This industry also should work on its transparency.
Kewal Handa, Chairman, Union Bank of India
The Indian consumer is quite uninformed about where
premium begins and luxury ends. People always make
a beeline towards the more commercially successful
brands. But for me as a person, I would like to wear a
more artisanal piece that is not worn by every Tom, Dick
and Harry. Exclusivity for me comes from the fact that
few pieces are made and I have an exclusive right to
owning one of those pieces.
Sarosh Mody, Founder, Luxury Watch Works
When you think big and plan big it requires funds.
So we decided to not restrict ownership to limited
people.
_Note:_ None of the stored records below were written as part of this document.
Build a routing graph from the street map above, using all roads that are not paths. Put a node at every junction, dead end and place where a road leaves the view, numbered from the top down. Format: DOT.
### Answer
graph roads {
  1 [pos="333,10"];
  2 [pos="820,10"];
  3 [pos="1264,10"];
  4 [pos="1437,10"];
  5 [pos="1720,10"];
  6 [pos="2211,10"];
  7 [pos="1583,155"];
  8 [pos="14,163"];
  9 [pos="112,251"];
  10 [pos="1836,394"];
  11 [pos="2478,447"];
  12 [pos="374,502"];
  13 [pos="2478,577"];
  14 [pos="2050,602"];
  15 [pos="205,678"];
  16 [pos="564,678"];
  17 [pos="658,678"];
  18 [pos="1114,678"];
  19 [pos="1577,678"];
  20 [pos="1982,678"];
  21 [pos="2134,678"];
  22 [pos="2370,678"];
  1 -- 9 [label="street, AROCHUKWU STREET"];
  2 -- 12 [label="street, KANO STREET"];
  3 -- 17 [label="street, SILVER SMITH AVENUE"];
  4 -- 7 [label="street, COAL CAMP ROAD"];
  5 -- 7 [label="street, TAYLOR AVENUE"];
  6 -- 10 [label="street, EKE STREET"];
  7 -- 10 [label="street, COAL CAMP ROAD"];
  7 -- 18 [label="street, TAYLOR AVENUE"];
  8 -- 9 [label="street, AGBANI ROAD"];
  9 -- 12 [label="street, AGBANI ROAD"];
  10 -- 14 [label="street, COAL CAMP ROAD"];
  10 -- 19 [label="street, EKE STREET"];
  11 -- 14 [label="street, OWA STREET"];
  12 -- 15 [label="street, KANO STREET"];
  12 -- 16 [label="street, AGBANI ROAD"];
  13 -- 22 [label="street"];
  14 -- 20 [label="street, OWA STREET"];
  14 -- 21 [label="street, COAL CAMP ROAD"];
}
We allowed everyone who has funds to
invest in our business and actively participate in
the organization. We also gave them the liberty to
audit all accounts at any point in time to increase
transparency within the organization.
Asher O, MD, Malabar Gold and Diamonds
In the manufacturing sector, we are still not very
technologically savvy. In the wholesale sector,
technology is mostly nonexistent as no wholesaler
uses technology to further their businesses. Retail is
the only sector that uses technology to a full extent.
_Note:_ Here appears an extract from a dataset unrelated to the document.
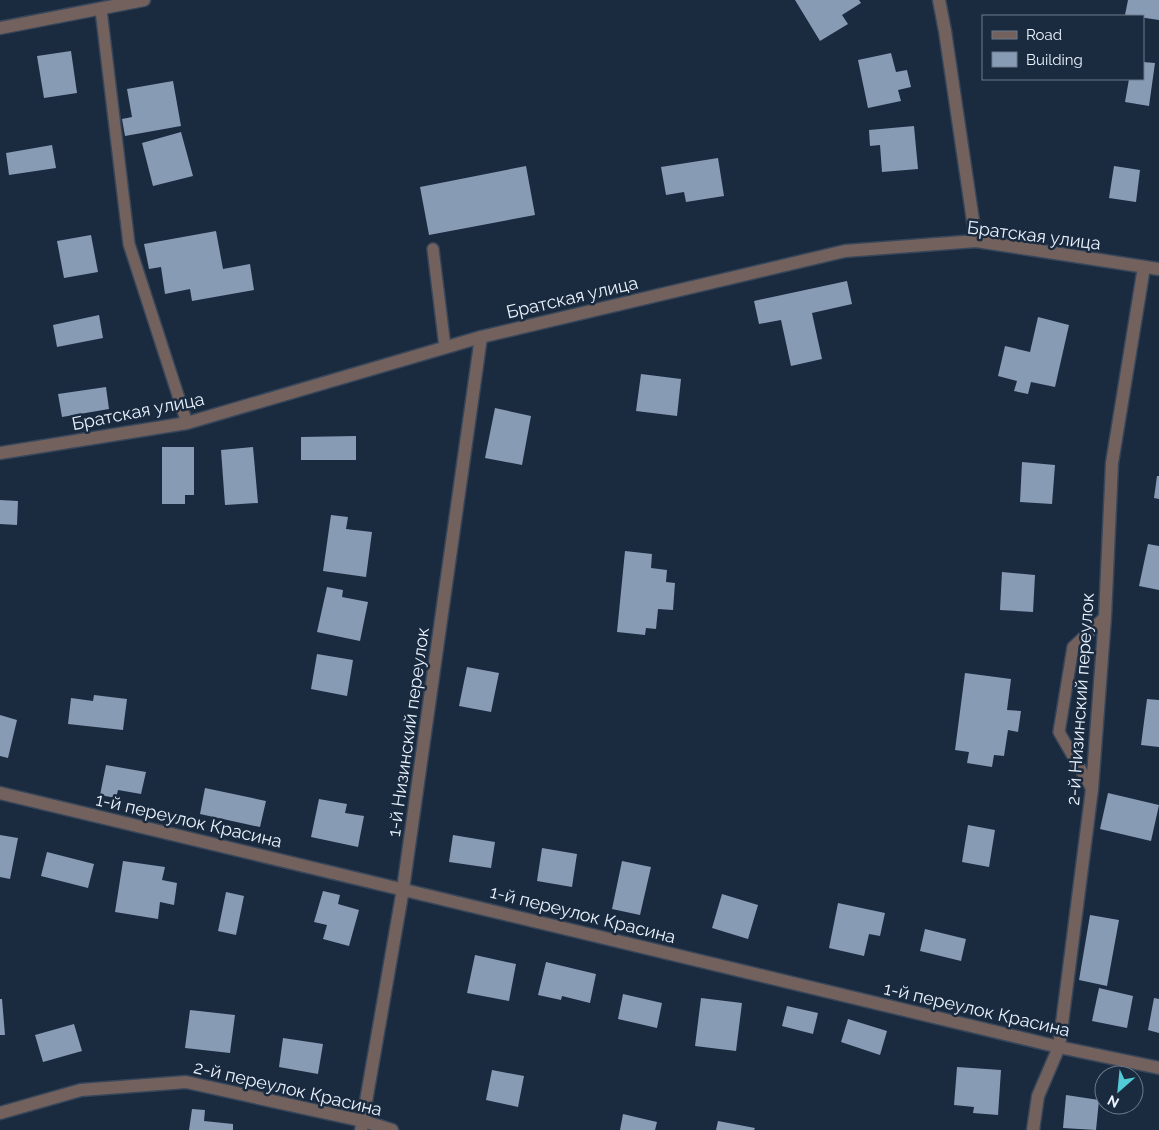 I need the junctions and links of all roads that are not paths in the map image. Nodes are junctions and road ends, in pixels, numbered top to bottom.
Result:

It gives insight into the needs and wants of the
consumers.
Ashok Minawala, Owner, Danabhai Jewellers
The consumer essentially buys the idea behind a diamond. We are not selling commodity or a piece
of carbon. We are selling the whole idea of diamond, it’s story, which is a billion years old. Diamonds
don’t have any functional use. It’s the emotional and asset value that makes diamonds very desirable.
We are all concerned about our business and we want answers. The only thing we can do is adapt.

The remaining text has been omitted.